13 march 2004

The Passion and the fury

After just over two weeks in release, The Passion of the Christ has a domestic box office gross of more than $230 million.

It's safe to call the film a cultural phenomenon.

I haven't posted anything on the film before now, as I still have not seen it: been a little occupied of late. But see it I will, even though it may take a bit longer for me to screw up the courage to do so. Not that I shy from violence—in my many bad moments I can be quite bloody-minded—but we're talking about Our Lord here. And I share in the blame for what happened to Him.

And though I may not be Catholic, those who know me can attest that I have the guilty conscience part down really well. Kinda comes from knowing, deep down, that you're a perfect bastard.

</public-confession>

Anyways. If I can't yet comment on the movie proper, I can comment on the commentary, of which there is a lot. Let's start with the NYT review. Beside the wondrous strange Simpsons reference and the accusation of sadomasochism (here's another, and particularly malicious, example of the latter meme), there's this:

The paradox of wishing something horrible to stop even as you want it to continue has as much to do with moviegoing as with theology.

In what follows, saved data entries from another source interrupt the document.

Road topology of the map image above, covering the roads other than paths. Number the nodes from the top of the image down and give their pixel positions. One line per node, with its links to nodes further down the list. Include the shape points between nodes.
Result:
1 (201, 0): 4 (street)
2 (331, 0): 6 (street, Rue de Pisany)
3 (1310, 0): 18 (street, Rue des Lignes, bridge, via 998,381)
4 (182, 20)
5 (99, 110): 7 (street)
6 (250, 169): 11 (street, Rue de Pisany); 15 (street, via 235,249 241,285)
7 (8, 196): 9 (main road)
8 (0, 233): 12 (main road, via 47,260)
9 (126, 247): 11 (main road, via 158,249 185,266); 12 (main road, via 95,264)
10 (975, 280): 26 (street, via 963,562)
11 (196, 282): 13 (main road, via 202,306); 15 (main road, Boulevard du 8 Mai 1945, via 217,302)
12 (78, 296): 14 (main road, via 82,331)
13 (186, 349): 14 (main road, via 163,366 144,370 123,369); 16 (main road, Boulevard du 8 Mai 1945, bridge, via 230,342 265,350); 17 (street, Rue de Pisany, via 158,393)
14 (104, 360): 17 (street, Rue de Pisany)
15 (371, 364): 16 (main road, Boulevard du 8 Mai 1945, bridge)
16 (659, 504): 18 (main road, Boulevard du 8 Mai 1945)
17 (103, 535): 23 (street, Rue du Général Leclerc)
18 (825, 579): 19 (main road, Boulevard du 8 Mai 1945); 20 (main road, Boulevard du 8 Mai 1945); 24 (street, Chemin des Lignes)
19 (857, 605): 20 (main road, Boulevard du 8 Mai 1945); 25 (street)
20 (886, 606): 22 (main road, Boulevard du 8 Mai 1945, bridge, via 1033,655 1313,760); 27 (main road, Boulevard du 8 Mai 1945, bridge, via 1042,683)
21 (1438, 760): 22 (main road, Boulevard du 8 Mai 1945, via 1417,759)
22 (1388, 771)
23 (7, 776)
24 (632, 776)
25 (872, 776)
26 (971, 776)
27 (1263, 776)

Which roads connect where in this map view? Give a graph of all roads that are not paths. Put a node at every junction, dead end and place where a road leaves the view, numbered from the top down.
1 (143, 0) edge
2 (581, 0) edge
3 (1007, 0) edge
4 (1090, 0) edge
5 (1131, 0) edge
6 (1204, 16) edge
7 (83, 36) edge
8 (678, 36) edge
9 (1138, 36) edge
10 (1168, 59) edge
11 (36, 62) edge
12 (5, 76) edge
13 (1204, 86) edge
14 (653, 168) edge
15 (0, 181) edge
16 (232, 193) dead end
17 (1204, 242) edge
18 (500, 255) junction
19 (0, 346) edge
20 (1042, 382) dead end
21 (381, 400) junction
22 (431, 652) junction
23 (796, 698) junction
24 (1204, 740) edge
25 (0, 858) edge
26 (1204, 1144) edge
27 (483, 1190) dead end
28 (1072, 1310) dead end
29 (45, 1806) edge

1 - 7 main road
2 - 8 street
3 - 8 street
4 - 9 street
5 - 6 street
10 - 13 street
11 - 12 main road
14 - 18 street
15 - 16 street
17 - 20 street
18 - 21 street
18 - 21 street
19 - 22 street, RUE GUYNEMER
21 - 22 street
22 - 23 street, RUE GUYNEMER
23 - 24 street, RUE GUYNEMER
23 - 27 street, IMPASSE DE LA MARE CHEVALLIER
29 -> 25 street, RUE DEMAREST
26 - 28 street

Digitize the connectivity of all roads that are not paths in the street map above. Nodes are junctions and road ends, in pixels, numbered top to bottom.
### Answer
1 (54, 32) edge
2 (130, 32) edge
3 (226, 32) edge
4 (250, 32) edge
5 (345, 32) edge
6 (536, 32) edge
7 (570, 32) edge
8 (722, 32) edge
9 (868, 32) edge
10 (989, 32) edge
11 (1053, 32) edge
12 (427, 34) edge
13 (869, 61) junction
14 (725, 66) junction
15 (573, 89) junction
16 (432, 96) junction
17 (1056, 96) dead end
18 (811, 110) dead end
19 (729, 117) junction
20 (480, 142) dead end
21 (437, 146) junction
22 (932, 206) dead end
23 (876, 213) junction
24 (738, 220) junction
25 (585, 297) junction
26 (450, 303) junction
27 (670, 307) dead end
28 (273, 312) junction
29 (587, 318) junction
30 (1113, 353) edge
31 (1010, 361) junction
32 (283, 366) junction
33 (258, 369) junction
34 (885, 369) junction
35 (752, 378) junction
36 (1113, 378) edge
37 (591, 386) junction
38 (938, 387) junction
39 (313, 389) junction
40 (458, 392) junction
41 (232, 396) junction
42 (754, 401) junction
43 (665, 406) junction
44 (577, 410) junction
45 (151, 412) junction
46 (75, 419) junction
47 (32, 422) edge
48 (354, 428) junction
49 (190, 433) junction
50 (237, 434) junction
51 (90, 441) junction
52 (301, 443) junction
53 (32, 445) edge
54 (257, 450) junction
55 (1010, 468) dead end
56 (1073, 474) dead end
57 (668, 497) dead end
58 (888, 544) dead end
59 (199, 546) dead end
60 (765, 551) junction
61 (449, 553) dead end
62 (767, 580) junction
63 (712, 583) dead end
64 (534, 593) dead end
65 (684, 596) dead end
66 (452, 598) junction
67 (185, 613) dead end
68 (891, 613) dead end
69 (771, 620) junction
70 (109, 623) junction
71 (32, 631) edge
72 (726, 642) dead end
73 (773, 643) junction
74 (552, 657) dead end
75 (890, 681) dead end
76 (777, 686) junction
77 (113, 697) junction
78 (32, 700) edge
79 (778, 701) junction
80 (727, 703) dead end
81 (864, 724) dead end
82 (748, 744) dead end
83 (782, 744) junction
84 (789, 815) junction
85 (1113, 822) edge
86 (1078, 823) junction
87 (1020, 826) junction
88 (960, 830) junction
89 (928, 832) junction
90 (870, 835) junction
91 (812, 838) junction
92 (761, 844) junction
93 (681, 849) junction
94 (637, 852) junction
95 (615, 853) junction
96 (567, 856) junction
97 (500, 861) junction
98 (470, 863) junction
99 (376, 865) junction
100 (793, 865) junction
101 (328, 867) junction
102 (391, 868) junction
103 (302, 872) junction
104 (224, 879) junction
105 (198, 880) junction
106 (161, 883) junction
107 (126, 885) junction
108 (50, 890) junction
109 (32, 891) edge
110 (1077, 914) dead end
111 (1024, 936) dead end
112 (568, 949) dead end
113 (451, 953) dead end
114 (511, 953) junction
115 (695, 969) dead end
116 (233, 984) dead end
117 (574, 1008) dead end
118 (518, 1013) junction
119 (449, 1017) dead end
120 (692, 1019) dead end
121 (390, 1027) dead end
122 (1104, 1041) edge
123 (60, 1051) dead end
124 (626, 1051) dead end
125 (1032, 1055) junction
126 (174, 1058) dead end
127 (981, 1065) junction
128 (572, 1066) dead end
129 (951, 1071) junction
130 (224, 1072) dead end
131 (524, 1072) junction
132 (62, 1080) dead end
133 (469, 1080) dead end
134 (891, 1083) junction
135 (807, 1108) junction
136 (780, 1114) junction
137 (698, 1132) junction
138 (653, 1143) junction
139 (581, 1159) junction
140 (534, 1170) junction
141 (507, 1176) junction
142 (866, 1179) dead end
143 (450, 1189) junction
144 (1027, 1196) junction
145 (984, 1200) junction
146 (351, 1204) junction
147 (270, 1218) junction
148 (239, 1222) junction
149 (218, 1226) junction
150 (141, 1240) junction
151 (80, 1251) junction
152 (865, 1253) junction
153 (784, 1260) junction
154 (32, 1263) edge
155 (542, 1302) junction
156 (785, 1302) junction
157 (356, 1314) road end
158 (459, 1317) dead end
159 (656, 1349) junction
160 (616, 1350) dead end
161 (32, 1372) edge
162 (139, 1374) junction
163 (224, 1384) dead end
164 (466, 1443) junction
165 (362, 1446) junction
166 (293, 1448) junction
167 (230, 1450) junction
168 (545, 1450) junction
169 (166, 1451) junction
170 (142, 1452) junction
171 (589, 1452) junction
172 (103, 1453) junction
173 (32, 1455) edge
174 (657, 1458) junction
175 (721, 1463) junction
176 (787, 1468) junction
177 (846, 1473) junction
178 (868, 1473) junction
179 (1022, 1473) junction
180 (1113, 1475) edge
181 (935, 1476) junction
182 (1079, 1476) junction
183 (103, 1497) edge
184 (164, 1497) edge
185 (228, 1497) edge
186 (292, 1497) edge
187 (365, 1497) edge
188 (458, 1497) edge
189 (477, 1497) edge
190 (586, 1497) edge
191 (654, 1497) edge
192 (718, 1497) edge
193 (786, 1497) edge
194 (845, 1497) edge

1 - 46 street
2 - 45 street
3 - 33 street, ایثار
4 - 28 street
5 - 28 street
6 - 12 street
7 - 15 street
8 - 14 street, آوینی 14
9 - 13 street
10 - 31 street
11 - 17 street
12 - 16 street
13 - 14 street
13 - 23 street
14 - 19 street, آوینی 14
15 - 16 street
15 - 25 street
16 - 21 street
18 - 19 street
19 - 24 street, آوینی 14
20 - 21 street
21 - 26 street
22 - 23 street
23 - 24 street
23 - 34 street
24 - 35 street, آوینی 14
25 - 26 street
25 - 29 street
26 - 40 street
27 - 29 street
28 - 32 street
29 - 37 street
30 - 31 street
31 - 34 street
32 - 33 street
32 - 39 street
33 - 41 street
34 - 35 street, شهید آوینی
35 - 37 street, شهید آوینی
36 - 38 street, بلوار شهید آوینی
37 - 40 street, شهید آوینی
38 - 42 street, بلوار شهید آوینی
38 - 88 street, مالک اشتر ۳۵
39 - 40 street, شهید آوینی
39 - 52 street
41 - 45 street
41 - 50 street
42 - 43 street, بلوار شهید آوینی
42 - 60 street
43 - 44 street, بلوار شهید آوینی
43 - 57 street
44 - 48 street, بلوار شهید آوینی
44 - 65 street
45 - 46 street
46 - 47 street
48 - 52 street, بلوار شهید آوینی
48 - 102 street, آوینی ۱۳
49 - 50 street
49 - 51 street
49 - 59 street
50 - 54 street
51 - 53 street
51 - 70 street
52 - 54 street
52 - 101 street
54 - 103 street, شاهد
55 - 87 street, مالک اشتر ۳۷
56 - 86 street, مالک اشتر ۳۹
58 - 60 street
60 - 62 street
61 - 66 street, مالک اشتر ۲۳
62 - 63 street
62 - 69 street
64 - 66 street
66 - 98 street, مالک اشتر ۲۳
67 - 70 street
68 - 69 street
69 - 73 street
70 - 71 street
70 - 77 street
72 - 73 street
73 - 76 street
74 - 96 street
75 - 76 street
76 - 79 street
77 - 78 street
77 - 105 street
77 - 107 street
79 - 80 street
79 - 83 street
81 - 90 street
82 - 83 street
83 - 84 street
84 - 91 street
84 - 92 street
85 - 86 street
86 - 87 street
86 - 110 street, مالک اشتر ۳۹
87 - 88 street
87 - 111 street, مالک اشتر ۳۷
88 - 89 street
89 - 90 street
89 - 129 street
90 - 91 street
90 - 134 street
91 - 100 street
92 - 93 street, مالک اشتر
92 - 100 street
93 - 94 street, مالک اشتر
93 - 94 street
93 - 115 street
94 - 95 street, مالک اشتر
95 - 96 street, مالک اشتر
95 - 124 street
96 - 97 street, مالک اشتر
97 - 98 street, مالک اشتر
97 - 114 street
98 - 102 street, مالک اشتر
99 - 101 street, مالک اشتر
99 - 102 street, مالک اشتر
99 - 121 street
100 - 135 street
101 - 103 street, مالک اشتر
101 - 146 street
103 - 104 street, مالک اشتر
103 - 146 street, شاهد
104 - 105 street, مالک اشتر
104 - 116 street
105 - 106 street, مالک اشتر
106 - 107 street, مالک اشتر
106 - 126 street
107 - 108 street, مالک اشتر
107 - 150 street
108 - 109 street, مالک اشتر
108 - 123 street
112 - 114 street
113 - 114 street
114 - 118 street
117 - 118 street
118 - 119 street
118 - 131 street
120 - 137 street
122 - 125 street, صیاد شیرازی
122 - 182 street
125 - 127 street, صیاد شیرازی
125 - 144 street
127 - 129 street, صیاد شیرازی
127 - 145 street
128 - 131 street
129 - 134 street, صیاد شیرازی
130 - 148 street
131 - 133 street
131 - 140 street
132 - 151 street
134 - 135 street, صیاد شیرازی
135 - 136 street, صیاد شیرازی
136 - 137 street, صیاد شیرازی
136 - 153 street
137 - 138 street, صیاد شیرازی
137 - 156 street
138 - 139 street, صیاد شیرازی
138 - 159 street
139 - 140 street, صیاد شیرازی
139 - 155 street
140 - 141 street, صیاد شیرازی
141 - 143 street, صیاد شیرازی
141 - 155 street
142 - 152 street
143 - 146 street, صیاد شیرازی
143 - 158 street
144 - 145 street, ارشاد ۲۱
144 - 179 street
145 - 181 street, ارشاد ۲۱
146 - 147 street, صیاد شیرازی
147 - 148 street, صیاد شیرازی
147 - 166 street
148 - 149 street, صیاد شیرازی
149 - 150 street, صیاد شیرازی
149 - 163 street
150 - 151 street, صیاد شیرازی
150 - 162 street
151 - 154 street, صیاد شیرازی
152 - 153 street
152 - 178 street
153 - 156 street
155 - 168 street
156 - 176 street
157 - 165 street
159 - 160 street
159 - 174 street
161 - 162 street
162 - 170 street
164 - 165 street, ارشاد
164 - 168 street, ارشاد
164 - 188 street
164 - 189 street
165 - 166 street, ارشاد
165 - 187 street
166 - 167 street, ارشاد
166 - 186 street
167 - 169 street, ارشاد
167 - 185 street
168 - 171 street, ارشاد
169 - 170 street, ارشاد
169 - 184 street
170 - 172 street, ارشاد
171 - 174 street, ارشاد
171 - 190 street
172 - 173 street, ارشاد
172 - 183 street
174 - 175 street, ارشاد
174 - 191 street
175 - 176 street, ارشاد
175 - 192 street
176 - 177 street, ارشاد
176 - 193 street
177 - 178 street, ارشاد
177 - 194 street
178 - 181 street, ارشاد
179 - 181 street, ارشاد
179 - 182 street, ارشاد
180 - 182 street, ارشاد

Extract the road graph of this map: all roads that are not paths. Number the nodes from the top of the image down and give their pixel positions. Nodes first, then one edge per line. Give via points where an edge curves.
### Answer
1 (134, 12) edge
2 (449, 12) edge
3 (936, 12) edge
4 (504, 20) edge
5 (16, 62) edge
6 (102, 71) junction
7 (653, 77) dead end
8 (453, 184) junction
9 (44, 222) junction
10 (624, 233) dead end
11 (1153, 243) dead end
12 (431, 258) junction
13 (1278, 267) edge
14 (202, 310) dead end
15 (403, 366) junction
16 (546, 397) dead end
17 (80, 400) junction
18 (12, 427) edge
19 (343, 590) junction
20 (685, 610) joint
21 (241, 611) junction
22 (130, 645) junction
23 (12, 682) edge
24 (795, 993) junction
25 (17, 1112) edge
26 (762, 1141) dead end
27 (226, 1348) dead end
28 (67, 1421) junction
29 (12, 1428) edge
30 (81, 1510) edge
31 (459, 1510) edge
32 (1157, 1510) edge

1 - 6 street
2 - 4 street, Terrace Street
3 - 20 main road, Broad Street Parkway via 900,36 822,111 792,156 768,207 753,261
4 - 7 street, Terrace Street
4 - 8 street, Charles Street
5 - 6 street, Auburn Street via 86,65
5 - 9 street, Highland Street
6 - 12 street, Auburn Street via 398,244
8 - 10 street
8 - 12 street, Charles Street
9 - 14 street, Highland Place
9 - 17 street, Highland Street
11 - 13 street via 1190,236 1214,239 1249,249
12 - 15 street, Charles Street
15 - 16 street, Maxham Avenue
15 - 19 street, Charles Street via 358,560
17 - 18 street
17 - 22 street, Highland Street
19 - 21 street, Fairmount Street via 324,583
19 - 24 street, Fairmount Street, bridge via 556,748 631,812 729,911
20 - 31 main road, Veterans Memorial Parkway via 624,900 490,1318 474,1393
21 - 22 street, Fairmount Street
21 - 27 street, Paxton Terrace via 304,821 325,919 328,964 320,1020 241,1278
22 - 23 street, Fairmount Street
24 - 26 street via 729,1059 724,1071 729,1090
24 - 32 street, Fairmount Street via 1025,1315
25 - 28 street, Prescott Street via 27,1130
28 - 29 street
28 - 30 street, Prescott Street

And Mr. Gibson, either guilelessly or ingeniously, has exploited the popular appetite for terror and gore for what he and his allies see as a higher end. The means, however, are no different from those used by virtuosos of shock cinema like Quentin Tarantino and Gaspar Noé, who subjected Ms. Bellucci to such grievous indignity in ''Irréversible.'' Mr. Gibson is temperamentally a more stolid, less formally adventurous filmmaker, but he is no less a connoisseur of violence, and it will be amusing to see some of the same scolds who condemned Mr. Tarantino's ''Kill Bill: Vol. 1'' sing the praises of ''The Passion of the Christ.''

I'll take the challenge, being one of those scolds and all. Here's what I wrote in one of the very first posts on this site.

Of course I know that Tarantino's taste for nihilistic violence is supposed to be interpreted as satire, that if you get below the surface, lay back and enjoy it, that it's all actually funny. And yes, (very) occasionally the film was hilarious in ways that outside a cinematic context would be horrifying. But satire or not, nihilism is still nihilism, in the same way that, during the Achtung Baby period, Bono's faux sexual posturing while in the character of Macphisto/The Fly was still sexual posturing, even if he wasn't getting it on with groupies after the show. I dunno, somehow it seems that satire is supposed to have a point, not just be a smug wink at your audience over your shared über-cleverness.

So what exactly is Tarantino's point? Tribute to his own influences, certainly. […] Yet beyond such fanboy Gnosticism, however, the work is formless. Building one's oeuvre with such thin gruel is not really that far removed from the juvenile wordgames of academic postmodernists: everything becomes an exercise in social construction. In the end it seems that Kill Bill is a movie about nothing.

The net effect of Tarantino's nihilism is to erode, ever so slightly, the audience's revulsion to acts of inhumanity. And if you dispute that, then tell me: Exactly what other purpose does the anime sequence showing Lucy Liu's character—as an eleven year old child, snuggling up to a ganglord pedophile just before slicing him open—possibly serve?